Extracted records
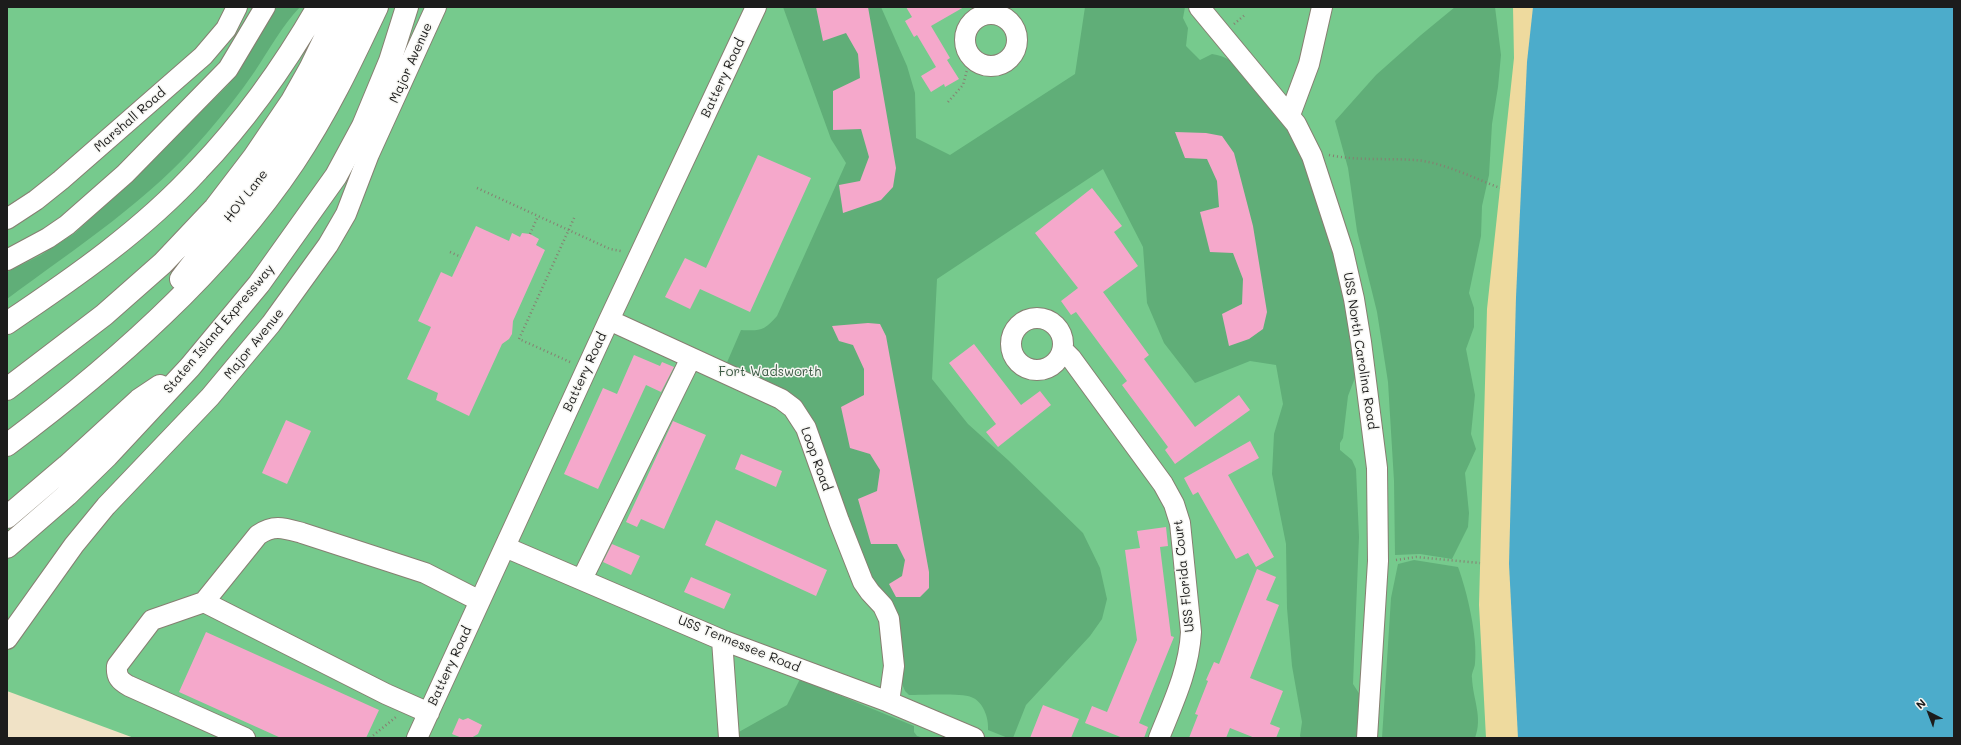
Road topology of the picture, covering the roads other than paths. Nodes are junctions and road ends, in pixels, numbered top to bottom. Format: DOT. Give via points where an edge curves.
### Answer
graph roads {
  1 [pos="237,7"];
  2 [pos="264,7"];
  3 [pos="318,7"];
  4 [pos="340,7"];
  5 [pos="358,7"];
  6 [pos="377,7"];
  7 [pos="407,7"];
  8 [pos="436,7"];
  9 [pos="756,7"];
  10 [pos="1199,7"];
  11 [pos="1322,7"];
  12 [pos="1290,115"];
  13 [pos="278,154"];
  14 [pos="7,218"];
  15 [pos="213,237"];
  16 [pos="7,260"];
  17 [pos="104,315"];
  18 [pos="609,320"];
  19 [pos="7,323"];
  20 [pos="133,341"];
  21 [pos="64,346"];
  22 [pos="1063,350"];
  23 [pos="691,358"];
  24 [pos="190,367"];
  25 [pos="7,371"];
  26 [pos="7,389"];
  27 [pos="7,445"];
  28 [pos="7,460"];
  29 [pos="7,517"];
  30 [pos="7,547"];
  31 [pos="505,547"];
  32 [pos="582,579"];
  33 [pos="480,601"];
  34 [pos="204,602"];
  35 [pos="7,639"];
  36 [pos="722,640"];
  37 [pos="888,702"];
  38 [pos="429,713"];
  39 [pos="245,738"];
  40 [pos="417,738"];
  41 [pos="729,738"];
  42 [pos="974,738"];
  43 [pos="1159,738"];
  44 [pos="1367,738"];
  1 -- 14 [label="street, Marshall Road" via="226,29 203,56 61,180"];
  2 -- 16 [label="street" via="228,69 125,174 67,225"];
  3 -- 19 [label="highway" via="290,54 252,106 198,171 112,248"];
  4 -- 13 [label="highway" via="292,101"];
  5 -- 13 [label="highway" via="330,66"];
  6 -- 13 [label="highway" via="342,81"];
  7 -- 24 [label="highway, Staten Island Expressway" via="399,36 363,126 336,176 259,284"];
  8 -- 35 [label="street, Major Avenue" via="369,154 346,214 328,245 271,324 236,367 106,506 78,540"];
  9 -- 18 [label="street, Battery Road"];
  10 -- 12 [label="street, USS North Carolina Road"];
  11 -- 12 [label="street" via="1309,64"];
  12 -- 44 [label="street, USS North Carolina Road" via="1309,150 1341,244 1354,299 1368,393 1377,468 1378,561"];
  13 -- 15 [label="highway, HOV Lane" via="239,208"];
  13 -- 17 [label="highway" via="215,208 164,263"];
  13 -- 20 [label="highway" via="262,206 222,253"];
  15 -- 17 [label="highway"];
  15 -- 20 [label="highway"];
  17 -- 21 [label="highway"];
  18 -- 23 [label="street, Loop Road"];
  18 -- 31 [label="street, Battery Road"];
  20 -- 27 [label="highway" via="60,404"];
  20 -- 28 [label="highway"];
  21 -- 25 [label="highway"];
  21 -- 26 [label="highway"];
  22 -- 43 [label="street, USS Florida Court" via="1163,484 1174,504 1180,523 1191,632 1190,645 1183,680"];
  23 -- 32 [label="street"];
  23 -- 37 [label="street, Loop Road" via="781,399 793,408 806,428 863,582 883,606 889,619 894,666"];
  24 -- 29 [label="highway" via="139,400"];
  24 -- 30 [label="highway, Staten Island Expressway" via="107,456"];
  31 -- 32 [label="street, USS Tennessee Road"];
  31 -- 33 [label="street, Battery Road"];
  32 -- 36 [label="street, USS Tennessee Road"];
  33 -- 34 [label="street" via="425,573 302,533 274,527 258,536"];
  33 -- 38 [label="street, Battery Road"];
  34 -- 38 [label="street"];
  34 -- 39 [label="street" via="152,620 117,666 118,676 129,686"];
  36 -- 37 [label="street, USS Tennessee Road"];
  36 -- 41 [label="street"];
  37 -- 42 [label="street, USS Tennessee Road"];
  38 -- 40 [label="street, Battery Road"];
}
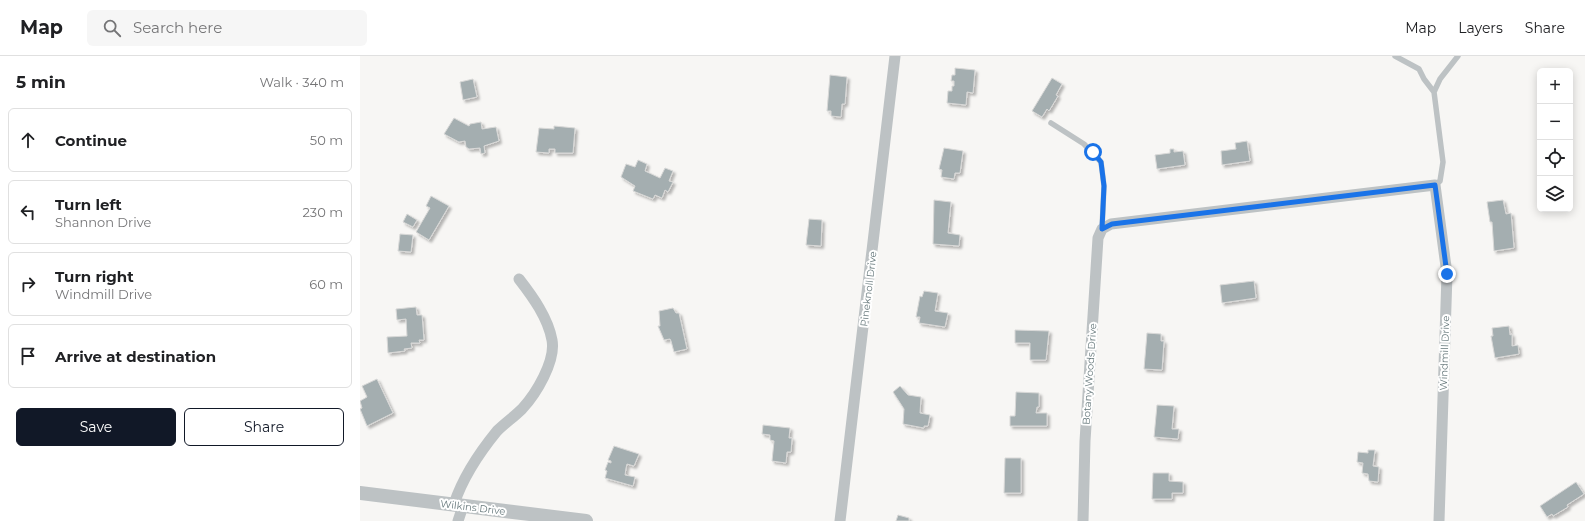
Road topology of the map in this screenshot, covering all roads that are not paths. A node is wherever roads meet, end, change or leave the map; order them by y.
1 (895, 56) edge
2 (1395, 56) edge
3 (1458, 56) edge
4 (1434, 92) junction
5 (1051, 122) dead end
6 (1435, 185) junction
7 (1102, 229) junction
8 (519, 279) dead end
9 (360, 493) edge
10 (459, 505) junction
11 (458, 521) edge
12 (586, 521) edge
13 (840, 521) edge
14 (1082, 521) edge
15 (1439, 521) edge

1 - 13 street, Pineknoll Drive
2 - 4 lane
3 - 4 lane
4 - 6 lane
5 - 7 lane
6 - 7 street
6 - 15 street, Windmill Drive
7 - 14 street, Botany Woods Drive
8 - 10 street
9 - 10 street, Wilkins Drive
10 - 11 street
10 - 12 street, Wilkins Drive

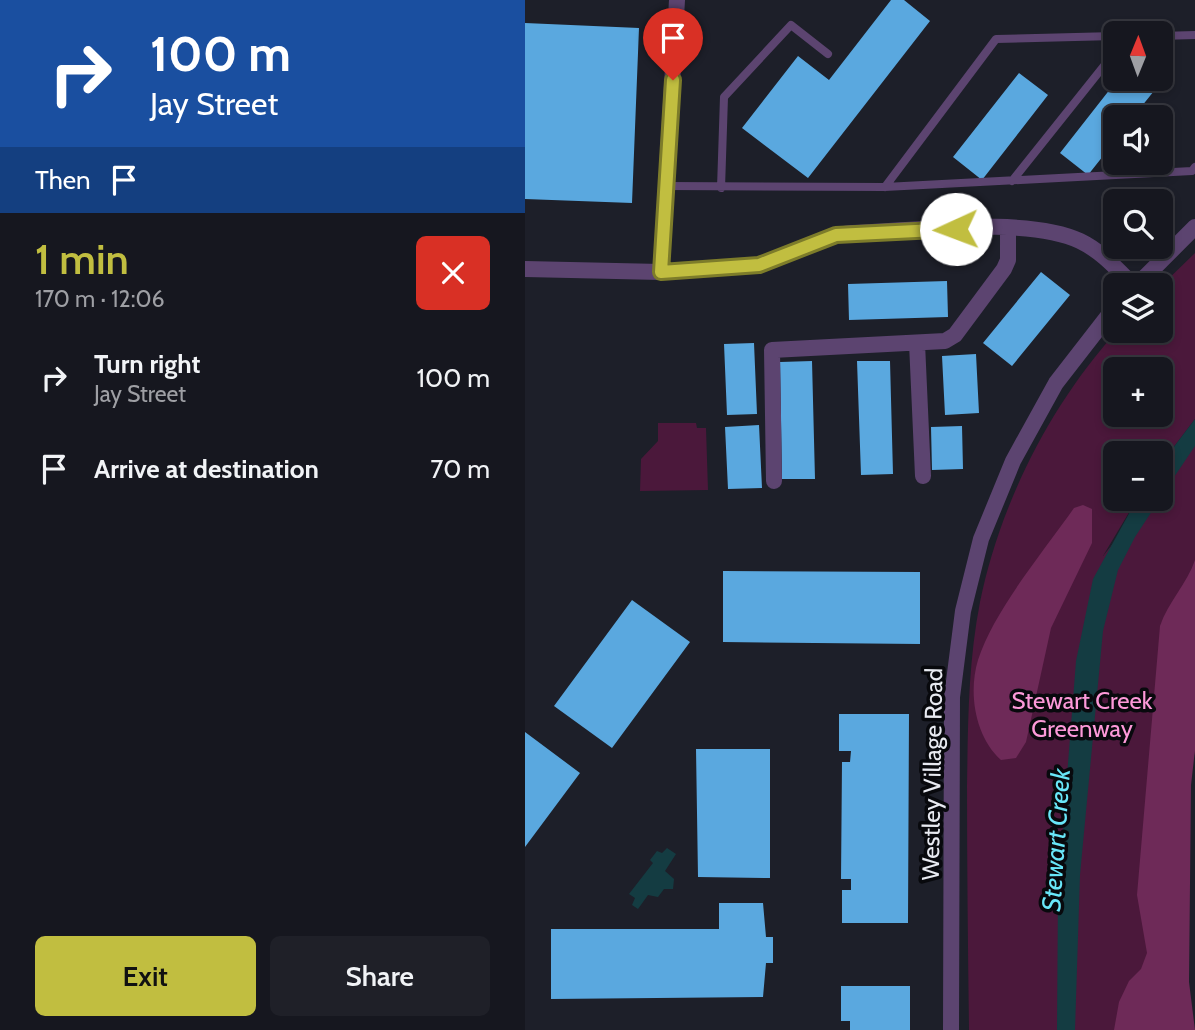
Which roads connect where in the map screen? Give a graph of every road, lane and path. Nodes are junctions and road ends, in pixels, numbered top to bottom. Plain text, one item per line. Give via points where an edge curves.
1 (677, 0) edge
2 (1195, 35) edge
3 (1103, 36) edge
4 (1173, 36) edge
5 (828, 54) dead end
6 (1103, 67) edge
7 (1195, 167) edge
8 (1012, 181) junction
9 (667, 186) junction
10 (885, 187) junction
11 (721, 188) junction
12 (1195, 227) edge
13 (1008, 228) junction
14 (525, 269) edge
15 (661, 272) junction
16 (1122, 273) edge
17 (1147, 273) edge
18 (1103, 322) edge
19 (917, 344) junction
20 (923, 476) dead end
21 (774, 481) dead end
22 (951, 1030) edge

1 - 9 street
2 - 4 lane
3 - 10 lane via 996,39
5 - 11 lane via 791,25 724,97
6 - 8 lane
7 - 8 lane via 1192,171
8 - 10 lane
9 - 11 lane
9 - 15 street
10 - 11 lane
12 - 17 street
13 - 15 street via 836,235 759,265
13 - 16 street via 1047,230 1082,242
13 - 19 street via 1004,269 954,335 946,341
14 - 15 street
18 - 22 street, Westley Village Road via 1056,383 1013,461 981,539 963,611 952,697
19 - 20 street
19 - 21 street via 772,350

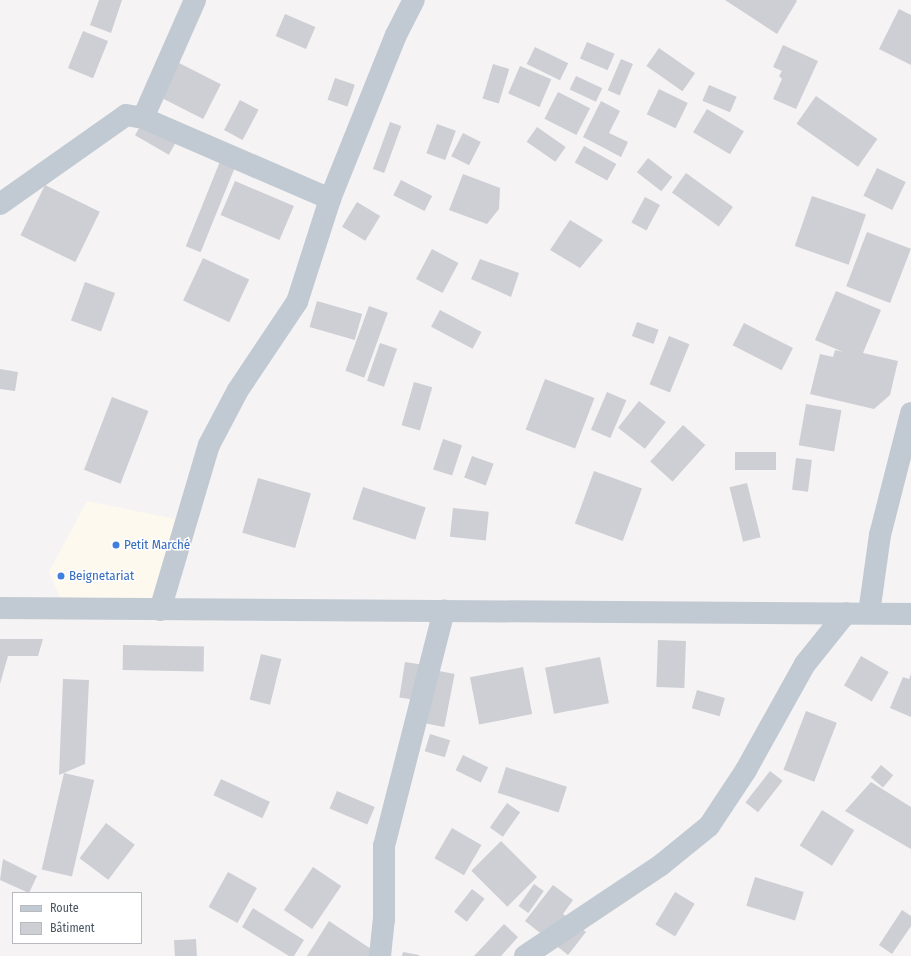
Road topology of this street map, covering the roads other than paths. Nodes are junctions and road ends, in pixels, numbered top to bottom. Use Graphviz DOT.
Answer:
graph roads {
  1 [pos="195,0"];
  2 [pos="414,0"];
  3 [pos="142,118"];
  4 [pos="330,199"];
  5 [pos="0,204"];
  6 [pos="911,413"];
  7 [pos="0,608"];
  8 [pos="160,610"];
  9 [pos="444,611"];
  10 [pos="846,613"];
  11 [pos="869,613"];
  12 [pos="911,614"];
  13 [pos="380,956"];
  14 [pos="525,956"];
  1 -- 3 [label="street"];
  2 -- 4 [label="street"];
  3 -- 4 [label="street"];
  3 -- 5 [label="street"];
  4 -- 8 [label="street"];
  6 -- 11 [label="street"];
  7 -- 8 [label="street"];
  8 -- 9 [label="street"];
  9 -- 10 [label="street"];
  9 -- 13 [label="street"];
  10 -- 11 [label="street"];
  10 -- 14 [label="street"];
  11 -- 12 [label="street"];
}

Description of the task: Select all lines with the word "bottom" from the entries above.

Result below:
Road topology of the picture, covering the roads other than paths. Nodes are junctions and road ends, in pixels, numbered top to bottom. Format: DOT. Give via points where an edge curves.
Which roads connect where in the map screen? Give a graph of every road, lane and path. Nodes are junctions and road ends, in pixels, numbered top to bottom. Plain text, one item per line. Give via points where an edge curves.
Road topology of this street map, covering the roads other than paths. Nodes are junctions and road ends, in pixels, numbered top to bottom. Use Graphviz DOT.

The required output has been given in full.